何でこんなことが出来るんだ。何でこんなことになったんだろう。
頭の中で狂いそうになるくらい彼の言葉を反芻している。もう一度あの声を聞きたい。体温を感じて、寄り添っていたい。
まだ息があったので。同じように終わらせることにした。近くにあった桶に水を目一杯汲んで。
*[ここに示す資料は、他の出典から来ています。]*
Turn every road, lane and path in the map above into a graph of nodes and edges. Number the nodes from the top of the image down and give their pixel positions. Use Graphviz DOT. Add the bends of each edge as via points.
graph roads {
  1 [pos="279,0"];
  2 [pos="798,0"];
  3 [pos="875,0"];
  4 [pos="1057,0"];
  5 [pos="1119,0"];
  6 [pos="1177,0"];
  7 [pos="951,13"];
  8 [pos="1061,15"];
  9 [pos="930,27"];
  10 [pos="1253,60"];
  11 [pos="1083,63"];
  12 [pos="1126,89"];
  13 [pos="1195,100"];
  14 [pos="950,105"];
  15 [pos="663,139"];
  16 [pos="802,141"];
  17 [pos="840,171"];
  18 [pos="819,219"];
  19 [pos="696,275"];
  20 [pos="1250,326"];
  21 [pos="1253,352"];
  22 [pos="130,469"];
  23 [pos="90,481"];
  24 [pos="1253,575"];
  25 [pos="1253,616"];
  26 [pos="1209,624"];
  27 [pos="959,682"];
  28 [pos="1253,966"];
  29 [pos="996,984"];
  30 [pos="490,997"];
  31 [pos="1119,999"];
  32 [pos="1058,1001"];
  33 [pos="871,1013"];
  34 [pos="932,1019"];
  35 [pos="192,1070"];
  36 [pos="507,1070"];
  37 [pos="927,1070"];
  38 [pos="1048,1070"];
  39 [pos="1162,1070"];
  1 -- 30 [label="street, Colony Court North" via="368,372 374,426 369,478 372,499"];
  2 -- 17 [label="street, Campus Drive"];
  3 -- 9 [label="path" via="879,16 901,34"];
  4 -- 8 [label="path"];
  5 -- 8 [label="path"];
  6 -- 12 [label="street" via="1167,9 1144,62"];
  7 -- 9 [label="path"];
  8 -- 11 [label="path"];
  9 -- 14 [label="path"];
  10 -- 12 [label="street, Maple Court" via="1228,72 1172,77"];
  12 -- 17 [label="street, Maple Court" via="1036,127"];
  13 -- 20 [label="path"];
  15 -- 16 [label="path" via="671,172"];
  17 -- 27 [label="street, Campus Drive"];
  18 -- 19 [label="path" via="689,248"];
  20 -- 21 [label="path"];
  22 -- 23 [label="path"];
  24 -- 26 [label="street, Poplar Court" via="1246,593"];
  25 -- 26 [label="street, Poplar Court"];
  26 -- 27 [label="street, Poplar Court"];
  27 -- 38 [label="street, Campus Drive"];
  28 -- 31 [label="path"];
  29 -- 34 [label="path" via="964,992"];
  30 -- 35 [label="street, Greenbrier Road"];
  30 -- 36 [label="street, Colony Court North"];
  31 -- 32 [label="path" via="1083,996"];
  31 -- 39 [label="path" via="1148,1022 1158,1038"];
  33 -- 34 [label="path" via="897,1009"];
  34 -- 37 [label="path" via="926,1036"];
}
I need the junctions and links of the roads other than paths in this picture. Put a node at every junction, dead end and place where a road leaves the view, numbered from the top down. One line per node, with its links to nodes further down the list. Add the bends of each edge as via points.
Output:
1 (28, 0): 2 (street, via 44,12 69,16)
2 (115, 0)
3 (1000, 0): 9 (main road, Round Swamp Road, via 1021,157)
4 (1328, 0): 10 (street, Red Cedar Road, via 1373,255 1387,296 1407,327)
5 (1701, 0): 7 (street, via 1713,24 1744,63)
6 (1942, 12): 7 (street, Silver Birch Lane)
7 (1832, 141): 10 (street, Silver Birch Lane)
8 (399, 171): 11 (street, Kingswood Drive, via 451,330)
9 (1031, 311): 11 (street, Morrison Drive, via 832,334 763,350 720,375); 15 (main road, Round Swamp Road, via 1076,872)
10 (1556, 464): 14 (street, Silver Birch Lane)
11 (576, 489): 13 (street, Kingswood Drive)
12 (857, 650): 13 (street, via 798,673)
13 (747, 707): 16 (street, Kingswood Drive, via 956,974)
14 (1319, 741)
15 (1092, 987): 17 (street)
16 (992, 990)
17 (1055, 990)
力強く頭を沈めた。ばたばたと踠いている様も気持ちが悪い。数分経って漸く静かになった。
脈はなかった。
気持ちの悪い顔で、既に死んだ顔で私を見ている。
コンクリートを握る手に力を込めて強く強く何度も打ちつけた。
原型を留めていなかった。ぐちゃぐちゃになった顔を私は見つめている。
不意に笑みが溢れた。同時に自分の中でぷつりと何かが切れる音がした。
涙を流して声を上げて笑った。久しぶりにこんなに笑った。こいつの前では笑わない筈だったのに。不細工な顔を見て自然と笑っている。
この日は晴天だった。
澄み渡る夜空には星がきらきらと輝いている。
オリオン座を見つけた。子供のように星を仰いだ。
私の視界は涙で歪んでいた。。
ことが済んだ後。私は死体をばらばらに解体して各パーツごとに保管した。
バレることのないように最善の注意を払い。
骨は粉々に砕いて山に埋めた。
肉は削ぎ落としてミキサーにかけてドロドロにした後、下水に流した。
皆んなが私を悲劇のヒロインに仕立て上げてくれたおかげで首尾よく事が片付いた。
私は憔悴しきった風を装った。食事を極限まで制限した骨が浮くほどに。
皆んなが私に同情した。
私はこの一回で終われなかった。
この経験は劇薬だった。
鮮明に新鮮にこの感情を私は愛でていた。
この殺人衝動を止める人はいない。
私は可哀想な人だから皆んなが私の味方をしてくれるから。
二人目は可哀想な人にしようと思った。
私と同じ気持ちを味わった女性を狙った。
すぐに打ち解けて仲良くなった。
誰にも知られていない二人だけの関係。
短い期間を経て殺害へ至った。
この時は注射器を使ったせめて綺麗な形で終わらせてあげたかったから。
器官に注射針を刺し、液体を流し込んだ。
ものの数分で息が詰まり痙攣を始めた。
打ち上げられた魚みたいにぴくぴくと動く様は見ていて滑稽だった。
私はこの行為に次第に快楽を覚えていった。
たまに彼が居たら何と言ったかを考える時がある。
怒鳴られてしまうかな、優しく抱きしめて諭してくれるかな。
どちらでもいいな。私のためにしてくれるならどちらでも嬉しいし、すぐに辞められるのにな。